Am Fam Physician. 1998;58(8):1892
Up to 40 percent of women of reproductive age in the United States develop uterine leiomyomas. This condition is reported to be the principal indication for approximately one third of all hysterectomies. The size of the uterus is the major determinant of symptoms, probability of surgery and choice of surgical procedure. The traditional assessment of uterine size relies on bimanual examination. Ultrasound examination is commonly used to confirm bimanual assessments, but it is not clear if ultrasound studies add to clinical information. Cantuaria and colleagues compared bimanual and ultrasonographic assessment of uterine size in patients with leiomyomas to clarify the role of ultrasonography.
A total of 111 women who underwent ultrasound examination before hysterectomy for uterine leiomyomas were retrospectively studied. Before the ultrasound examination, uterine size was estimated by bimanual examination performed by a senior resident and confirmed by an attending physician. The results of the bimanual examination were reported in terms of equivalent gestational size. Uterine dimensions on ultrasound were converted to equivalent gestational size using an established formula. Each uterus was weighed and measured after surgery.
On bimanual examination, uterine size estimations ranged from six to 25 weeks.
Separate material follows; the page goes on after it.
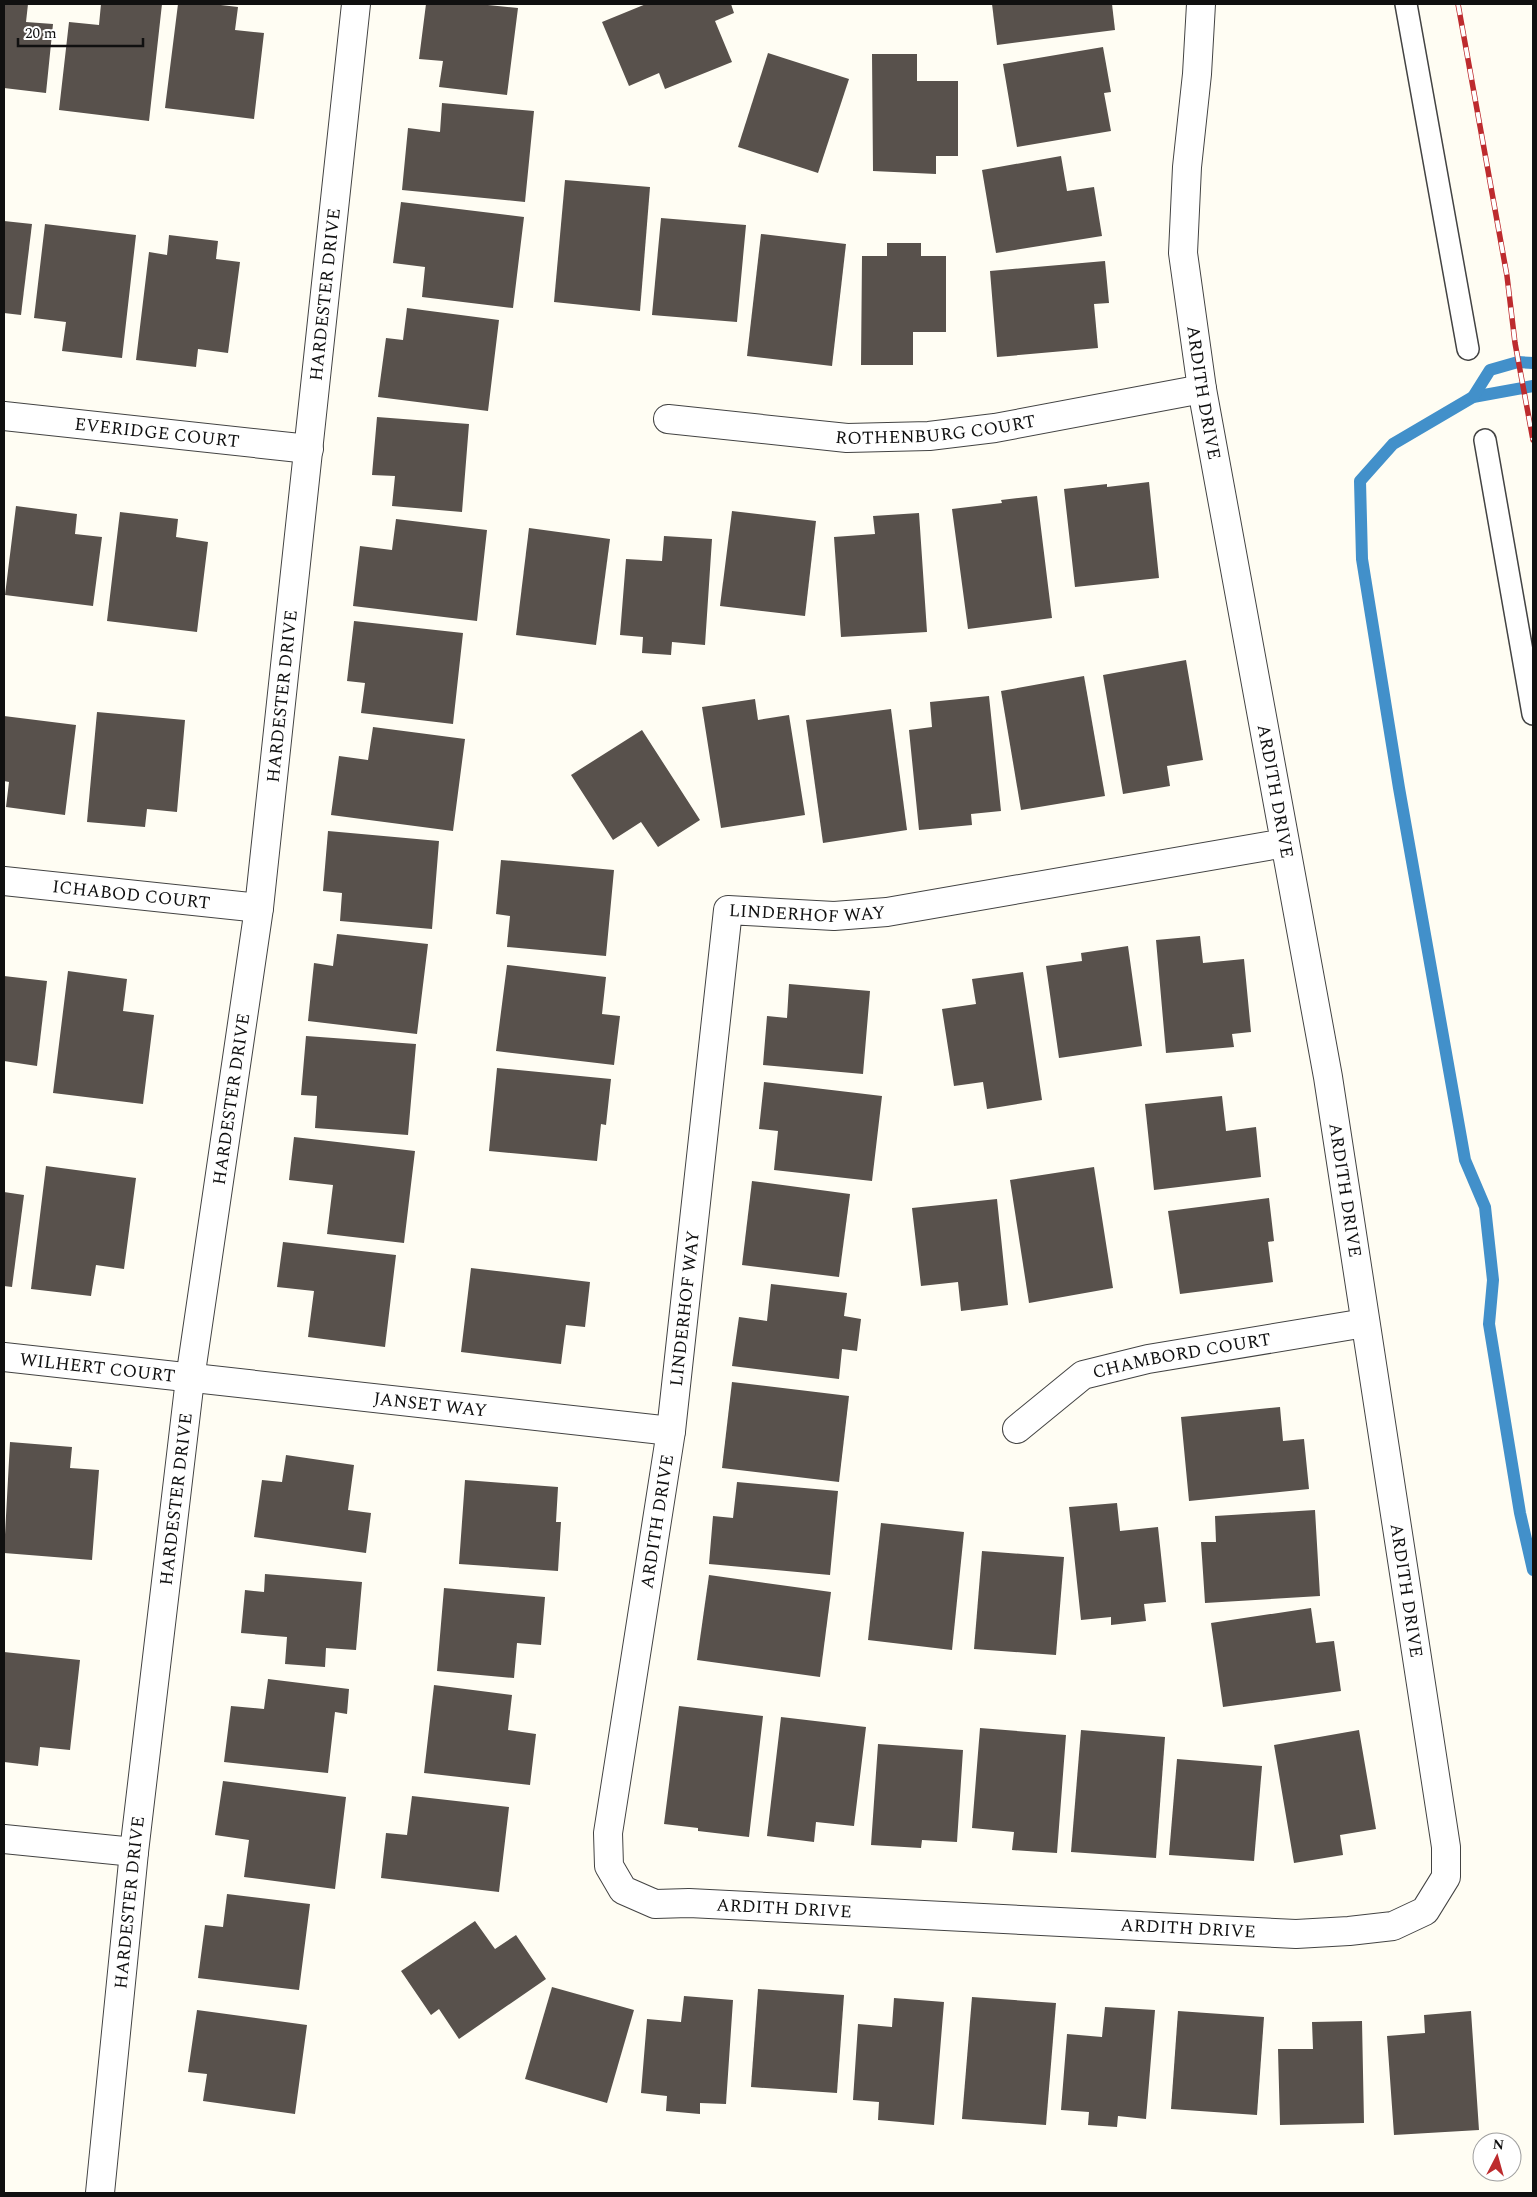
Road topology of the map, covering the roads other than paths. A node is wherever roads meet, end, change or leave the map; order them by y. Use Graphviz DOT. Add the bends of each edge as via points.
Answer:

In four patients, bimanual estimations were not possible because of obesity. The correlation between bimanual and ultrasound estimations was highly significant. Body mass index did not influence this correlation. Both bimanual and ultrasound estimates correlated with the actual size of pathologic specimens.
The authors conclude that routine ultrasound examination is not indicated when bimanual assessment of uterine leiomyomas is performed by an experienced examiner. Ultrasonography may provide useful information when bimanual examination and assessment are difficult, as in the case of extremely obese patients.